Violent Crime

Proposer
Polygon48k
State

Rejected

Vote Score

-1

Age

1185 days


@Polygon48k edited crime.md - about 3 years ago

title: "Crime & Justice"

Violent Crime

In every corner of the country we see repeat offenders going in and out of prison, receiving little punishment and becoming emboldened by their knowledge of the system. We propose a three strike action for violent criminals who have caused serious risk to life on three occasions. They would receive life imprisonment. Currently, crime is under reported due to a very small number of Violent Criminals who are well known to residents and Police, which undermines the values of the majority of the population. We will support the right to defend yourself from the results of Violent Crime,

Capital Punishment

We are opposed to the death penalty for all crimes, and would vote against any attempt to reintroduce it. We will also lobby internationally to stop the death penalty in other countries.

Polygon48k

@Polygon48k - about 3 years ago

A proposal to remove criminal elements from our streets, having an impact on the exposure of the next generation to this behaviour.

Autumn-Leah

@Autumn-Leah - about 3 years ago

Yeah, this isn't a great idea either, though it depends on your perspective on the function of prisons. If you see them as punitive then when taken to extremes, the medieval torture chambers of yesteryear can be applauded. If you see them as reformatory institutions like I do, then you'd understand that 1) by putting more people into prisons you're merely increasing their chances of repeat offence due to being surrounded by the very people who are better than them at doing whatever it was that got them in jail in the first place 2) jails often don't act as reformation centres and are thus poorly equipped to allow newly freed people back into society, meaning that they come back out with less skills and experience than they should have, and then due to the criminal record can't enter the workforce. They then promptly begin to starve and turn back to crime as their only option. Jails thus create a self fulfilling prophecy of criminality both when jailed and when let out. If jail reform were to be effective you'd be treating the inmates like people by giving them decent facilities, teaching them skills they need to re-enter the workforce, and allowing them to vote (which we currently don't allow: https://en.wikipedia.org/wiki/Felonydisenfranchisement#UnitedKingdom). But of course then we'd have people complaining that they've got decent facilities in prison and that that's unfair, because that's apparently how fairness works. : /

I recommend you read the UN's guide called 'Alternatives to Imprisonment': https://www.unodc.org/pdf/criminaljustice/07-80478ebook.pdf

Vote: ❎

Polygon48k

@Polygon48k - about 3 years ago

I have some understanding of alternate systems, but, the primary concern should be their removal from society to do no additional harm. What and how to deal with them should be secondary to this. I know Prisons are full and underfunded but, along with the decriminalisation of drugs from the other page it may level out. In regard to fairness it is simply a statement of fact that newly built prison cells are larger than the student halls rooms I attended.

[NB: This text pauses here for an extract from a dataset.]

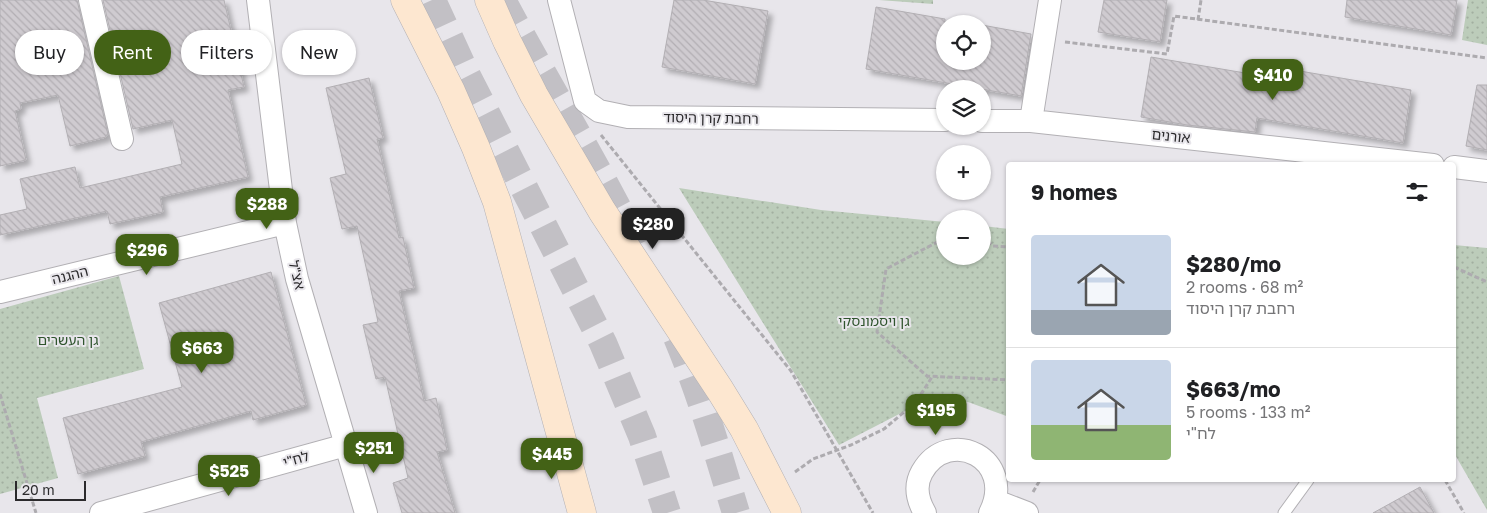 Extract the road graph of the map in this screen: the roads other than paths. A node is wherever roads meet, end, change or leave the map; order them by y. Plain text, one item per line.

I would suggest that some, not all, will never be 'rehabilitated' and should therefor not suffer cruel conditions, but neither those preferable to the 'working man'. They should be able to be productive and useful to society, whilst being kept separate.

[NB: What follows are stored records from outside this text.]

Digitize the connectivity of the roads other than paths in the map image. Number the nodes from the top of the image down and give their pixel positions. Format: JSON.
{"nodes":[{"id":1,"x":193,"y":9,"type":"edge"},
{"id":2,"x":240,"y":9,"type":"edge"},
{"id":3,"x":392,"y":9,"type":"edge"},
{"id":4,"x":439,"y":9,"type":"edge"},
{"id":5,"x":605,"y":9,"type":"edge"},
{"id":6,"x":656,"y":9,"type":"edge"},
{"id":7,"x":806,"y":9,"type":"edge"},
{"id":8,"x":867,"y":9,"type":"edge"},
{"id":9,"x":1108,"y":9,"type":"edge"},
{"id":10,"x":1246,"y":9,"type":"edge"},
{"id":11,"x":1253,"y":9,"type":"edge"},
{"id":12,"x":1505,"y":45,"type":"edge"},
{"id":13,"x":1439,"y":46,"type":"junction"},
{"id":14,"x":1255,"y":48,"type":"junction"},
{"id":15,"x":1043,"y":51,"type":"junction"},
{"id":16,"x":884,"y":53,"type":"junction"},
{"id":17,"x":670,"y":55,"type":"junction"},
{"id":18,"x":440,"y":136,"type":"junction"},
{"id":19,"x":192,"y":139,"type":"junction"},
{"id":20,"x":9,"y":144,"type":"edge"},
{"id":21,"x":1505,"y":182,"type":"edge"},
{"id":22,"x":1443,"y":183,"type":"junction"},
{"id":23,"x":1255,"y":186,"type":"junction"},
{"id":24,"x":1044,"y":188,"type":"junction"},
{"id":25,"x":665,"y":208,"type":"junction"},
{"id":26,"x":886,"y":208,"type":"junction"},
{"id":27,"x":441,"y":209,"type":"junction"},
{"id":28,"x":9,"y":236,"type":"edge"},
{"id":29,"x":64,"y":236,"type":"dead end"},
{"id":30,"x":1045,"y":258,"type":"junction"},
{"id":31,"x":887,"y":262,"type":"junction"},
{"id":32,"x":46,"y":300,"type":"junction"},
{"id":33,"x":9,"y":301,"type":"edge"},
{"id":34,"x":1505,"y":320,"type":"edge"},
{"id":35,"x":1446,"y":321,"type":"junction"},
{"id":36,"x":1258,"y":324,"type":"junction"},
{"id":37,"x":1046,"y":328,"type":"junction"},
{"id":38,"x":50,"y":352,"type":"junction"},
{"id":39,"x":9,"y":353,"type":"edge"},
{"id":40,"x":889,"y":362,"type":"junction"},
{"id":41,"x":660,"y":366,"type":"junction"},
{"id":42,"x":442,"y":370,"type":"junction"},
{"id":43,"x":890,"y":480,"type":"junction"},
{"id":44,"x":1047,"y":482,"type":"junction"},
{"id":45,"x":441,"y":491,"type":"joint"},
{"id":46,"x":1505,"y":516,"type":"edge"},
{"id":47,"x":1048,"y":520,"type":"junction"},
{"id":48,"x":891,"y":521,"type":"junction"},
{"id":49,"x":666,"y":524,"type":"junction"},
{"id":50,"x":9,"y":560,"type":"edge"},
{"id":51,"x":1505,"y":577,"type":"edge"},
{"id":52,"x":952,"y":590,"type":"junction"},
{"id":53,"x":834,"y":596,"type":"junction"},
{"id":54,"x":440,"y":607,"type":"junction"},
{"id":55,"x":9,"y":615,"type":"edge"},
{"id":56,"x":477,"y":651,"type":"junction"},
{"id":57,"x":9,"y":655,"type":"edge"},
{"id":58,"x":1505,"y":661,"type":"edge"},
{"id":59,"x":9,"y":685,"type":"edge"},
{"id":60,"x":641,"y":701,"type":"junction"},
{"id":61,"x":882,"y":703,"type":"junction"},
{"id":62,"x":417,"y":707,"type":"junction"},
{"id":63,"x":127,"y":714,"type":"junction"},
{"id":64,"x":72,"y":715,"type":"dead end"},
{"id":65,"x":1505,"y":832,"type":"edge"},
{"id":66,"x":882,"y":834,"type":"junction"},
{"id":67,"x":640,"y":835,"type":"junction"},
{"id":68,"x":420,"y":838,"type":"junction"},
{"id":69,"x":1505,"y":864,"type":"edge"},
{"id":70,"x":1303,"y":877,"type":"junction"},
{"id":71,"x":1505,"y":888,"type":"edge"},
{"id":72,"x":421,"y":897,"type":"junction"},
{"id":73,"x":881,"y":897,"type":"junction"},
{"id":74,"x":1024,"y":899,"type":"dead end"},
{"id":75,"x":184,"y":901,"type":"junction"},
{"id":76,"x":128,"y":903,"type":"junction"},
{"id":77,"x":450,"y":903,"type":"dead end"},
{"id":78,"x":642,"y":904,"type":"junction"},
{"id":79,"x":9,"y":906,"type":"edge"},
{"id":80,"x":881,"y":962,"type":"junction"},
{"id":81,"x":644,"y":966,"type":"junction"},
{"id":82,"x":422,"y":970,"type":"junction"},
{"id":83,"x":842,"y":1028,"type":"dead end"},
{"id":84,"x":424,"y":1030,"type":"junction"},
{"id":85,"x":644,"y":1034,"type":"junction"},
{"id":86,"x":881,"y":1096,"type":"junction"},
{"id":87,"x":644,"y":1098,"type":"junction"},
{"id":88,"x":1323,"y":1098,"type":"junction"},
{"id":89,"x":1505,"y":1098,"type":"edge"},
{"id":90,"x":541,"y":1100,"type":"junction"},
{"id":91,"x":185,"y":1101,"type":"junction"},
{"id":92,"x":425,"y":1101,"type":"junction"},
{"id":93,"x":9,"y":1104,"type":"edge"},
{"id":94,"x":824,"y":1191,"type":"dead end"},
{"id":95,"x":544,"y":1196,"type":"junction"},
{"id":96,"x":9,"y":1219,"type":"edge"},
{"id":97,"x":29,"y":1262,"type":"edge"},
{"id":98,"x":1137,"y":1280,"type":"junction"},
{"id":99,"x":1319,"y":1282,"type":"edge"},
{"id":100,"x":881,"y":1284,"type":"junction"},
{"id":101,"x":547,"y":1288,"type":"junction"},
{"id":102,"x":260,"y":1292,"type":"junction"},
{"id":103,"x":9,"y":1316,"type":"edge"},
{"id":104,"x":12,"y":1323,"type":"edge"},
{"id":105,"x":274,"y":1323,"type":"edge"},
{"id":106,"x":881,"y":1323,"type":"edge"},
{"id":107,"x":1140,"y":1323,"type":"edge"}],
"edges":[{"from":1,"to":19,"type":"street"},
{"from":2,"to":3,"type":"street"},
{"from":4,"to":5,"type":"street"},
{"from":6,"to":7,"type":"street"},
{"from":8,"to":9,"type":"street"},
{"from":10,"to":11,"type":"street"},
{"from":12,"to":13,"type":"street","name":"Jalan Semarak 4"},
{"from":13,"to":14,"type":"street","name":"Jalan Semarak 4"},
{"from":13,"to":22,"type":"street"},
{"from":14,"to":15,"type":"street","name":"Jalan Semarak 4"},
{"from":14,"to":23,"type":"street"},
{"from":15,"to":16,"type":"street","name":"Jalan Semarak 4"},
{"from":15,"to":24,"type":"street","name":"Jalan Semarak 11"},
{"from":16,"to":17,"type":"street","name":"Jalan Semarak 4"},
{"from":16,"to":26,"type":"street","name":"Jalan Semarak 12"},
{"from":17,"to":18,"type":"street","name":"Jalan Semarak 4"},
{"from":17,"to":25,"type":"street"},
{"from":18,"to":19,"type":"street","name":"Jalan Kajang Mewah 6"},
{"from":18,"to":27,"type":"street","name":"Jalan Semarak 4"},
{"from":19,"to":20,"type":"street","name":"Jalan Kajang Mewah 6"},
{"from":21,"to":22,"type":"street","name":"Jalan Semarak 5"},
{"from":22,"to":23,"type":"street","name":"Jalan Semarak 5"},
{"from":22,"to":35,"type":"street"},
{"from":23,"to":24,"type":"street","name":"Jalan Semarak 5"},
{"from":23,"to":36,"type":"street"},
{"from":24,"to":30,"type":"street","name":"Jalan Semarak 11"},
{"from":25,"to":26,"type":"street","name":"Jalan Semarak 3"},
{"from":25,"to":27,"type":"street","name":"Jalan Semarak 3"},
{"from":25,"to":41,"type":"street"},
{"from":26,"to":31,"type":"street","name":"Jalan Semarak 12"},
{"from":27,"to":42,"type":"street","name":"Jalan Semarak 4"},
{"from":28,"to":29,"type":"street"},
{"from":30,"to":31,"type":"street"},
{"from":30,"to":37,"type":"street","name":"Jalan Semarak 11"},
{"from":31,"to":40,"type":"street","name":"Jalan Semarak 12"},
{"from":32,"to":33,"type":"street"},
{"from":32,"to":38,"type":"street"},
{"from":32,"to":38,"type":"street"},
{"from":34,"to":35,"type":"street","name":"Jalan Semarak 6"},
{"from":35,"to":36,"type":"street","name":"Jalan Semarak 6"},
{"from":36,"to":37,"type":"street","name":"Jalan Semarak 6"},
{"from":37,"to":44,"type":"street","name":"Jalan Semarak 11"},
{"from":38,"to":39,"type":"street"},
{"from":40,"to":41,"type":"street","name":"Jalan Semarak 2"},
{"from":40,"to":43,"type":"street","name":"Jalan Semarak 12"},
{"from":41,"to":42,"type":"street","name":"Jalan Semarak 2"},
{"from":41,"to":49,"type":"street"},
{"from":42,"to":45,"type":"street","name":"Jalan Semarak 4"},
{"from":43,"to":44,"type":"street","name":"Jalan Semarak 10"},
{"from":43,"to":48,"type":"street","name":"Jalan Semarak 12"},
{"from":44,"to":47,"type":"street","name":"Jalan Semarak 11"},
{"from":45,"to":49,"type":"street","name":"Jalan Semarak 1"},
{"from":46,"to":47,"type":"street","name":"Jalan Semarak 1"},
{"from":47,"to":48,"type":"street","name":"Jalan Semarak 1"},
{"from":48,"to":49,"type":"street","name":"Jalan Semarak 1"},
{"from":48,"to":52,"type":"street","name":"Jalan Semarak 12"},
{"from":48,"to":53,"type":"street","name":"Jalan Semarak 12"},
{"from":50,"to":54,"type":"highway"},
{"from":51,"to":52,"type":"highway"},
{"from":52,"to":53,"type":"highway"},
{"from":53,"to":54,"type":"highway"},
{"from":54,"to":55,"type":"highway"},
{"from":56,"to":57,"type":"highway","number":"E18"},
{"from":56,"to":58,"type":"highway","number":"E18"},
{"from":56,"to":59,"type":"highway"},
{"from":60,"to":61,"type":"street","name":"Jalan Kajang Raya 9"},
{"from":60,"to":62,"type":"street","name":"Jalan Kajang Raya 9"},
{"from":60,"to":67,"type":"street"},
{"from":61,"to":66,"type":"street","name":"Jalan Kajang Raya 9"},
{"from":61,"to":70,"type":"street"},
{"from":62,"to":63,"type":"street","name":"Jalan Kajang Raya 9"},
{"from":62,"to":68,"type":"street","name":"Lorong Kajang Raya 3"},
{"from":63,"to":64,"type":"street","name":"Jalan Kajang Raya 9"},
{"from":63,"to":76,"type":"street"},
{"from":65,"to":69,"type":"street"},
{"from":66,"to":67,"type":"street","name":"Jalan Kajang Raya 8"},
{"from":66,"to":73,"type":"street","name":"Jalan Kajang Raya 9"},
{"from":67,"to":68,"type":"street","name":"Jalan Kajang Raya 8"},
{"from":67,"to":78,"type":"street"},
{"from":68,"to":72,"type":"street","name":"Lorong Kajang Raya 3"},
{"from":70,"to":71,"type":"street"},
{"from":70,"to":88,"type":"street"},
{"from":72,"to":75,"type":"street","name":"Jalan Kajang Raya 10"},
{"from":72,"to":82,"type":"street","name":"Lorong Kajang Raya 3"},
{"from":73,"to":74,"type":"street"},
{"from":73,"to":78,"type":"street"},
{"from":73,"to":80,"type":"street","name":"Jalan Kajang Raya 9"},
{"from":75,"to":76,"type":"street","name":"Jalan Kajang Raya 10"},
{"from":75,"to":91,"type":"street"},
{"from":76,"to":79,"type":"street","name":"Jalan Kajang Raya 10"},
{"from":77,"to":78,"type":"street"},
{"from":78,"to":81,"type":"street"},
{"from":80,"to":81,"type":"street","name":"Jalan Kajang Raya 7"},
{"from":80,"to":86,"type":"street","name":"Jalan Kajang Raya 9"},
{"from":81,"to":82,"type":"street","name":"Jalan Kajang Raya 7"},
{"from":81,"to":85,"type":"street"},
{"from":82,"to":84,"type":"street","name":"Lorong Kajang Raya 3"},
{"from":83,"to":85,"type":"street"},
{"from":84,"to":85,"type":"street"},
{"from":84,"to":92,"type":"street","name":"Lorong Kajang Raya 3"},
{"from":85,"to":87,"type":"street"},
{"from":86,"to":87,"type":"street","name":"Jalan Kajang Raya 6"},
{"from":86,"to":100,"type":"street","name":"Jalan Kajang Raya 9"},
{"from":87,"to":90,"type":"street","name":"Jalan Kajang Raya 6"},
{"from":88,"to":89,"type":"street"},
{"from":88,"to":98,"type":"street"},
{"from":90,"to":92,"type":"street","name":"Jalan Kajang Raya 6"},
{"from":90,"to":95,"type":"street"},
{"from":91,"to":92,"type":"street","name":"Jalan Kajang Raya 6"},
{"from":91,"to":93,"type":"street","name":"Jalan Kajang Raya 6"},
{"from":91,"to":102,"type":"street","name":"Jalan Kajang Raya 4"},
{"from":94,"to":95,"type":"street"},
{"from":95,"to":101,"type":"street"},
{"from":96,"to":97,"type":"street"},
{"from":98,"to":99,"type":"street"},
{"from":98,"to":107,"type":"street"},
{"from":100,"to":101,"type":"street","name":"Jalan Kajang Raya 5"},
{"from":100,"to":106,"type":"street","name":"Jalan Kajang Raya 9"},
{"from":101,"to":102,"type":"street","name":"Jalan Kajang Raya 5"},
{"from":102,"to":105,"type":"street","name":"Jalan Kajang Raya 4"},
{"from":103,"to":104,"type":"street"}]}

As for voting, we should certainly allow political prisoners to vote (if we do in fact hold any). But I am not for normal prisoners voting. There should be removal of privileges, but not the introduction of any particular punishment, other than the attempt to mirror the daily working routine outside of prisons.

The UN guide doesn't seem to be working so I will have a look for an alternate source. To my knowledge, these have only been successful in countries with "checkered" past's concerning the treatment of the vulnerable, ie. Nordic countries.

Polygon48k

@Polygon48k - about 3 years ago

https://www.unodc.org/documents/justice-and-prison-reform/cjateng/3Alternatives_Incarceration.pdf is this the same document?

Floppy

@Floppy - about 3 years ago

^ what @philipjohn said.

Also, what does "We will support the right to defend yourself from the results of Violent Crime" mean, and how is it different from the current state? (I am not an expert in this area in any way, so forgive my questions)

Autumn-Leah

@Autumn-Leah - about 3 years ago

@Polygon48k > As for voting, we should certainly allow political prisoners to vote (if we do in fact hold any). But I am not for normal prisoners voting. There should be removal of privileges, but not the introduction of any particular punishment, other than the attempt to mirror the daily working routine outside of prisons.

Voting isn't a privilege, it's a right, and I support all prisoners having that right.

openpolitics-bot

@openpolitics-bot - almost 3 years ago

Closed automatically: maximum age exceeded. Please feel free to resubmit this as a new proposal, but remember you will need to base any new proposal on the current policy text.